Extra information on doing assignment 1 Some general hints

The objective in this assignment is to answer the questions, so the most important piece of advice is to do what the questions are asking. For example, several of the questions ask you to apply the demand/supply model to answer questions about changes in market outcomes. This means that to answer these questions you should explicitly use the concepts of demand and supply, and equilibrium price and quantity traded.

You don’t need to state definitions of any of the concepts such as demand and supply, or equilibrium. Assume that your tutor knows what these concepts mean. Instead, the assignment is trying to test your knowledge of the concepts by seeing how you apply them in answering the questions.

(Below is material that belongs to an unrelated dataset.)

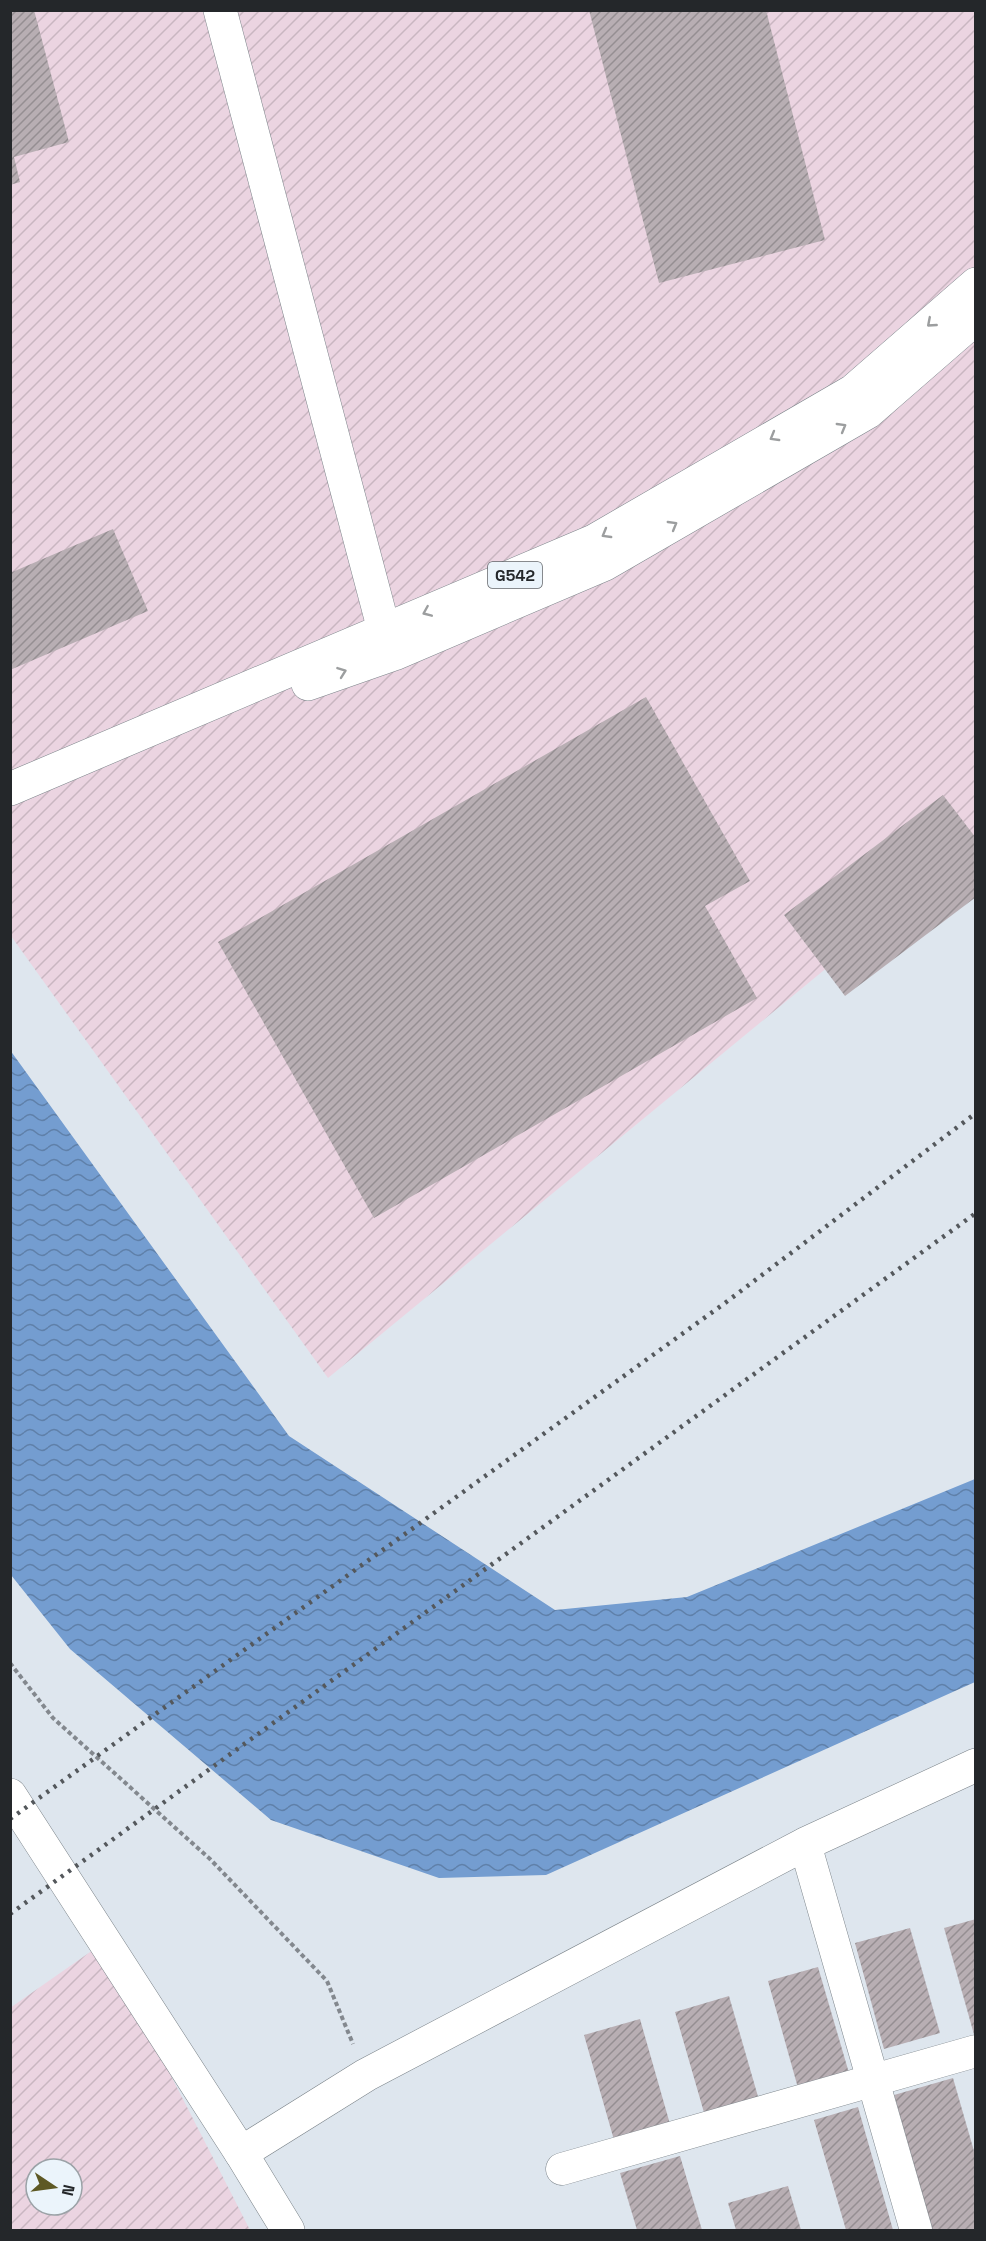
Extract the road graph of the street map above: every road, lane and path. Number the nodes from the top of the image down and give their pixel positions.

To complete the assignment the only reading you should need to do is subject videos and notes, the relevant sections of the textbook, and the excerpts from the articles included with the questions.


Marking criteria

Three main factors will be considered in marking your assignment:
a) Knowledge of economic concepts For example: Has the answer used the appropriate economic concepts? Does the answer show a thorough understanding of those concepts?
b) Quality of analysis and application of economic concepts For example: Is there a logical and thorough supporting argument or description of how conclusions have been drawn? Have economic concepts been applied in an effective manner in the particular application? Are assumptions clearly described? Is an understanding shown of any relevant qualifications to the conclusion?
c) Presentation For example: Are the writing style and organisation of material such that the main ideas and arguments can be understood? Are diagrams presented clearly and effectively integrated with the text?